Is Melbourne's apartment market a bubble waiting to burst?


An illusion of stability or a real risk? Commentators are less concerned about a bubble in Melbourne's apartment market than they were six months ago. Penny Stephens


by Michael Bleby
Is Melbourne's apartment market a bubble waiting to burst? Figures showing that construction of apartments in Victoria took a great leap forward in the March quarter certainly encourage the idea.

The jump to 9009 commencements of apartments, townhouses and semi-detached dwellings – a 42 per cent increase on the December quarter – was the state's highest ever and was the main factor pushing the national total over the 200,000 figure for the first time.

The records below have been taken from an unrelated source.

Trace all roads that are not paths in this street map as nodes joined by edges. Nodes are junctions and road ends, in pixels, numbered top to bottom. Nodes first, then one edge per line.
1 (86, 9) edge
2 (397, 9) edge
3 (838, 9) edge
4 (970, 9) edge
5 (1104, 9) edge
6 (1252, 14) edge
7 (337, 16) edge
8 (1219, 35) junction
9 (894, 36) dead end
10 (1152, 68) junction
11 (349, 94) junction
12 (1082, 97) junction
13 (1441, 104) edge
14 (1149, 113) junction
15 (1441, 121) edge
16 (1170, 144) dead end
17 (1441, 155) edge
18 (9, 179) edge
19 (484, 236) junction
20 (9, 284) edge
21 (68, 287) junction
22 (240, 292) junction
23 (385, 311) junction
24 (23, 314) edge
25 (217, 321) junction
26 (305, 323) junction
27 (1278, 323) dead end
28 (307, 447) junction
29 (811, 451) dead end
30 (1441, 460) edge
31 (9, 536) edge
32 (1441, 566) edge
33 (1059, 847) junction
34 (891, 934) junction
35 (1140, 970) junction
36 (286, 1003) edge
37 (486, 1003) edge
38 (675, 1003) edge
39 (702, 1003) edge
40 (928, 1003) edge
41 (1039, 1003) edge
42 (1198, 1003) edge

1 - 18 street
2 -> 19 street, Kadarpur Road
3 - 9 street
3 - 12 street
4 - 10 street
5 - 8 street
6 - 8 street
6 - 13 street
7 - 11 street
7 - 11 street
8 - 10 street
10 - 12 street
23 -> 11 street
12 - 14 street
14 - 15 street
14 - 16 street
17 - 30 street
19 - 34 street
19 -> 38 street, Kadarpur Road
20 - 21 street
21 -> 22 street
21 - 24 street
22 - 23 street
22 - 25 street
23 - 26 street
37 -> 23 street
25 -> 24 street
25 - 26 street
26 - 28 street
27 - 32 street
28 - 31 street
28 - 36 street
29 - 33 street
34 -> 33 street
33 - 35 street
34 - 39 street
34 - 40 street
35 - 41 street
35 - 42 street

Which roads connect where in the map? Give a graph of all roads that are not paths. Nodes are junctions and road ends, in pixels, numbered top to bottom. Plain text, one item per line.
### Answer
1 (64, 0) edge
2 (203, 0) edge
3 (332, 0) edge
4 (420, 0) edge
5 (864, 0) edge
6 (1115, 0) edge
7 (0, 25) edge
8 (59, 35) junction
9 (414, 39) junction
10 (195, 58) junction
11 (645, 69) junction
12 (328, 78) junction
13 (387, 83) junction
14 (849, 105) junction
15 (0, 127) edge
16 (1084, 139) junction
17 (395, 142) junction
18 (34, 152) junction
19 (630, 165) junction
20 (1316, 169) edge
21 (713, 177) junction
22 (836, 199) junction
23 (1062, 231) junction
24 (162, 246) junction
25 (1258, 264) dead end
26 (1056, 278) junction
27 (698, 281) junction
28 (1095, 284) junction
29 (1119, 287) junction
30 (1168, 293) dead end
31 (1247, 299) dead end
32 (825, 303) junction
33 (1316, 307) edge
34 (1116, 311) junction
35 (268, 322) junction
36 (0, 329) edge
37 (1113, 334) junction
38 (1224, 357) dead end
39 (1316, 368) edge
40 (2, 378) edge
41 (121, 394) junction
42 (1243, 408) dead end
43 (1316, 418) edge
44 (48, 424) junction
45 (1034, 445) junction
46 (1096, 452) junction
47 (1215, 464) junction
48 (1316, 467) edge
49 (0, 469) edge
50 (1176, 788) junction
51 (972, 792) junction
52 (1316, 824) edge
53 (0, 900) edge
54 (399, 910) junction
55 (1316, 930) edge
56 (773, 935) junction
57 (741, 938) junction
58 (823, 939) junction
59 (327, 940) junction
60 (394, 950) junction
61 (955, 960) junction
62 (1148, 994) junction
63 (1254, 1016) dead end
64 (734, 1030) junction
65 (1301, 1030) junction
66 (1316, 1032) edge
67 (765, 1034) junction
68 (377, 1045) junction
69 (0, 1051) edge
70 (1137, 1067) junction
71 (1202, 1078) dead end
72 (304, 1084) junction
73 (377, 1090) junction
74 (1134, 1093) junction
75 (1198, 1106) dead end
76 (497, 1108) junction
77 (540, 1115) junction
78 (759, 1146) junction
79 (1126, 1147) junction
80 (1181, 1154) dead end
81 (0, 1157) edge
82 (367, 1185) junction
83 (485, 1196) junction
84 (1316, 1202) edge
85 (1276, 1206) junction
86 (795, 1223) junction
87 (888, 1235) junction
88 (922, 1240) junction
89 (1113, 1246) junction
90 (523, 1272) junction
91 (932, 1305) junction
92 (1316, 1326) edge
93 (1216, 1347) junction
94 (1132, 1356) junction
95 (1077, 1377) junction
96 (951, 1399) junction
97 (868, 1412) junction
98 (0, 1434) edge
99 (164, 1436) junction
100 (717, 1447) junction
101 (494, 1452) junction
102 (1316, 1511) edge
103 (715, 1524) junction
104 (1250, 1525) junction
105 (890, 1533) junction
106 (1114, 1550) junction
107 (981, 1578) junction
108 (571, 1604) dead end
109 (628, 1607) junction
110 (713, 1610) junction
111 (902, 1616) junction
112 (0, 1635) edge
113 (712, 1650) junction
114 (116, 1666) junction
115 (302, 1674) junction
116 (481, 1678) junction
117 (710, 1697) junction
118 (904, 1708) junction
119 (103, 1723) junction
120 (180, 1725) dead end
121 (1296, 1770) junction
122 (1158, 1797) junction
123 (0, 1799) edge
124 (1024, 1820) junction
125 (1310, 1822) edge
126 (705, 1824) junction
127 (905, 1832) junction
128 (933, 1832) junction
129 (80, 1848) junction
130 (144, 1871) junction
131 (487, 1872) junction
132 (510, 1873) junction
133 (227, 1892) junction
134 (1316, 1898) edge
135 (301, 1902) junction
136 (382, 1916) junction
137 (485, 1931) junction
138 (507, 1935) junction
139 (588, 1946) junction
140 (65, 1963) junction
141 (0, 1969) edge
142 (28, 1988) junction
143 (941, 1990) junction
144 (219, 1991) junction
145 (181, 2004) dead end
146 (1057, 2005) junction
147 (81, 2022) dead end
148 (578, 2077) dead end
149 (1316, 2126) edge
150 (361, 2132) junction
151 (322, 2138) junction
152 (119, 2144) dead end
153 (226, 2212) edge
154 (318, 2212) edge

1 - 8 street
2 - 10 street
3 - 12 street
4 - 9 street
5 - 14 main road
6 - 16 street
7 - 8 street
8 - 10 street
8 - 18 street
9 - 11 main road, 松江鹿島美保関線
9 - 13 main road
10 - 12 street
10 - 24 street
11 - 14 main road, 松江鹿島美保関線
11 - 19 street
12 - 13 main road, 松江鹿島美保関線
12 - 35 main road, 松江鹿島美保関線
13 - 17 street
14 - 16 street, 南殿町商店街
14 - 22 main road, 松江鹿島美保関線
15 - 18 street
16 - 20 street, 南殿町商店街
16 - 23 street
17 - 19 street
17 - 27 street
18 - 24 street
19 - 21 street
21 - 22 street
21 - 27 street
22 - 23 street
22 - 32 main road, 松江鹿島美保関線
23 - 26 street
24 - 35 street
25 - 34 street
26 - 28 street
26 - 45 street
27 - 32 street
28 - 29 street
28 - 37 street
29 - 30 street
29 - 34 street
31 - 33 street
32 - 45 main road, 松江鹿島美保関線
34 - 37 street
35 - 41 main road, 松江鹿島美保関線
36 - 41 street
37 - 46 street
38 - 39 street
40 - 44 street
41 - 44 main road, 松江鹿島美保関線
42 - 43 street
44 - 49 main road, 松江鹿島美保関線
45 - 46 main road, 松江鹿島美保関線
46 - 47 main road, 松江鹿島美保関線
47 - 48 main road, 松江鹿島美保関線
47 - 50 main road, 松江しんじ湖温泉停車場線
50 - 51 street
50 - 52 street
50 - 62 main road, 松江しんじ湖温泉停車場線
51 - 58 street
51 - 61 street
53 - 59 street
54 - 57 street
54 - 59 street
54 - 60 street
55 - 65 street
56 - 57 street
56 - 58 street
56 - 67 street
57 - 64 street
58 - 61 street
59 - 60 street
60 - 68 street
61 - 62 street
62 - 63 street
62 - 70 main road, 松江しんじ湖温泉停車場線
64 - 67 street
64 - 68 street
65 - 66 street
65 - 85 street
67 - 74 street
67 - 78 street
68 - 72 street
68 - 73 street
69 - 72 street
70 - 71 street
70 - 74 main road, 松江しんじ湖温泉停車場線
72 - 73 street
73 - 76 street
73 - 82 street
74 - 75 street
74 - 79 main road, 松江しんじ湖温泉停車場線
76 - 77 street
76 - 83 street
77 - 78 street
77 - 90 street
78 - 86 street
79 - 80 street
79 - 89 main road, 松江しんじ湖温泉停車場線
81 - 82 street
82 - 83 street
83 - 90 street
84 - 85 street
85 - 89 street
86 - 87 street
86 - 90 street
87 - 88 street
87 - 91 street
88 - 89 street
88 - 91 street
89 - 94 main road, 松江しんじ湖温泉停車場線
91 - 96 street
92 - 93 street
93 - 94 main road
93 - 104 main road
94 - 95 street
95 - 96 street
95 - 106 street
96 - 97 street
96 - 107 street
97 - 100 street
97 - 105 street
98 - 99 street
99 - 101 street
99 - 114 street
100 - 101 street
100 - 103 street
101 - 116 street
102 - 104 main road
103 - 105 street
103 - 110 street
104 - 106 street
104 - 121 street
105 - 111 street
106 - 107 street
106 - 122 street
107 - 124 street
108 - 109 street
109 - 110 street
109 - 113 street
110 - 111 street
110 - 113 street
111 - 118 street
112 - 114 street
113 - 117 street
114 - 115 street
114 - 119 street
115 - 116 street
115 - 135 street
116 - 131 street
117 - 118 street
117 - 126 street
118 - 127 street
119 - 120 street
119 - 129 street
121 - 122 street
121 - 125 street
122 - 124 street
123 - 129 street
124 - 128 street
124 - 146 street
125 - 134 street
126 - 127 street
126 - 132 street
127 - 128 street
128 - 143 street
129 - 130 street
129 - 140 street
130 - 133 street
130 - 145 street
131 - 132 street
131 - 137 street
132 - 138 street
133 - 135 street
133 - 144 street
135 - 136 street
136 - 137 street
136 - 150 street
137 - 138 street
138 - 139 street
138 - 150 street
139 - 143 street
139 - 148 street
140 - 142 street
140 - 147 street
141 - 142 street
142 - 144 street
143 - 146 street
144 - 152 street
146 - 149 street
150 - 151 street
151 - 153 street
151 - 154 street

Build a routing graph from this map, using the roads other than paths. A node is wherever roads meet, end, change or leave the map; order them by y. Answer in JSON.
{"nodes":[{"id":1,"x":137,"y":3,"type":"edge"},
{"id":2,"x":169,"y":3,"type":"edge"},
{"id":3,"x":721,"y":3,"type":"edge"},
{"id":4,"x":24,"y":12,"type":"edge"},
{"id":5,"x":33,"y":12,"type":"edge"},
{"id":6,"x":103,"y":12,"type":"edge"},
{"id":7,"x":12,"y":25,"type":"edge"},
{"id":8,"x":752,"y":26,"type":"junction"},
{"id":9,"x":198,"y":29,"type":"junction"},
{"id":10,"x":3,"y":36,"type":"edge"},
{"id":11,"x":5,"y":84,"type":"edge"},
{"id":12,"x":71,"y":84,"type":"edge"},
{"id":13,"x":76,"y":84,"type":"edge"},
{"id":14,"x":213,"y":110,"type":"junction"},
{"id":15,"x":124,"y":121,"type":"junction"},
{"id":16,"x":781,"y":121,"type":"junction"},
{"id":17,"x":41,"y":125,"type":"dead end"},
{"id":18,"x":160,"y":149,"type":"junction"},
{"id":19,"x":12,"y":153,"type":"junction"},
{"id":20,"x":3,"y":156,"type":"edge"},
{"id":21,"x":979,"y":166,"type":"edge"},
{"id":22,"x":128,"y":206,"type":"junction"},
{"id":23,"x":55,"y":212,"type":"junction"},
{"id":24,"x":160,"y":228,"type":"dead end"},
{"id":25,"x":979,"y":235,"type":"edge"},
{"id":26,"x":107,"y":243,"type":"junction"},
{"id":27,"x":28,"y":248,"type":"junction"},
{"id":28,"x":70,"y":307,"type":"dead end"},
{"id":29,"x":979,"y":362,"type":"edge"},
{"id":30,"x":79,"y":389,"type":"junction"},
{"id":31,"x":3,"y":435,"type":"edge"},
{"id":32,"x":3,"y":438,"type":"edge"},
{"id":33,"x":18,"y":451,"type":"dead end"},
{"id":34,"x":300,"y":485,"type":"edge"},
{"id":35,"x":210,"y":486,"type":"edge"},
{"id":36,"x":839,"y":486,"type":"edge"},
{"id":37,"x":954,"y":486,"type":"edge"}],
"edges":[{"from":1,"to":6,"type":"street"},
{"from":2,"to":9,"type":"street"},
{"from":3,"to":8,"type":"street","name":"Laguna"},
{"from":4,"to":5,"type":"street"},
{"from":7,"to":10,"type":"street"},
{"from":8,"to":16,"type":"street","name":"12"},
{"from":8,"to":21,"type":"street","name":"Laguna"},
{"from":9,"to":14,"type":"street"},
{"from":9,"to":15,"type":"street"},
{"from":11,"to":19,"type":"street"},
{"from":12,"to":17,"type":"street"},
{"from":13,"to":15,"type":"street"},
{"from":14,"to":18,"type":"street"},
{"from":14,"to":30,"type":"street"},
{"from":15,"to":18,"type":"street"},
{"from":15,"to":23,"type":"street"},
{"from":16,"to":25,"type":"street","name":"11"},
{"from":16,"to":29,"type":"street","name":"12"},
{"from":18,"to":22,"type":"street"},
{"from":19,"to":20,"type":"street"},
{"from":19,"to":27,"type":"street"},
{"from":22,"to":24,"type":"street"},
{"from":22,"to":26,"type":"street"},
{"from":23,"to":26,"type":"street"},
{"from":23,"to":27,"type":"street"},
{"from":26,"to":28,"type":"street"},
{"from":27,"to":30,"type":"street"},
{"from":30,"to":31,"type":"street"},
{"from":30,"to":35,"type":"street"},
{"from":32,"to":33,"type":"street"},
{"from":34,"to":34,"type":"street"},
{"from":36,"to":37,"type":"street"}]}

The city is already heading for a glut of apartments, which researcher BIS Shrapnel says will number 15,000 by June next year.

DIP, NOT A TUMBLE


But is the state headed for a nasty fall? The pundits say no. Continued high immigration levels and low interest rates, along with a slowing in production will see prices dip, but not take a tumble.

"You're looking at a 12 per cent to 13 per cent fall in real terms over three years," says BIS Shrapnel associate director Kim Hawtrey. "That's state-wide. Falls in inner Melbourne apartments will almost certainly be sharper than that. But it's a correction, not a calamity."

The rise and rise of the Victorian apartment market, focused on the CBD and adjacent areas of Southbank and Docklands, has reshaped the skyline of the country's second-largest city and sent politicians scrambling to claim credit.

In the 24 months to May, Victoria's 57,534 approvals of new apartments and other denser dwellings accounted for nearly a third of the national total of 187,115. May itself chalked up a new record for apartment approvals in the state. NSW, battling to overcome a decade of under-investment in housing, approved only slightly more, with 61,749.

'HEAD AND SHOULDERS' ABOVE OTHER STATES

"In Victoria we are head and shoulders above the other states because our land is more affordable and we are giving the development industry certainty and transparency in our decision-making," Victorian planning minister Richard Wynne said on Wednesday.

There are already some signs of a downturn. In the March quarter, the proportion of Melbourne units selling for less than their purchase price stood at 10.4 per cent, higher than the capital city average of 8.1 per cent, CoreLogic RP Data says.

Figures last month showing a surge in deaths and a slowdown in births and immigration has placed a cloud over official growth forecasts and suggests housing market forecasts may be too optimistic.

But in Melbourne, some former bears have changed their minds.

Developer Lorenz Grollo, chief executive of Grollo Group, previously predicted that Melbourne's mushrooming apartment stock – supported by predominantly overseas investors – would take a tumble in value once their original owners sold and the stock came onto the secondary market that was limited to locals and permanent residents.

"I was of the view that the secondary market was going to (see prices fall) because there was going to be a glut," Grollo says.

Six months ago Grollo, a former Property Council of Victoria president, changed his mind, however.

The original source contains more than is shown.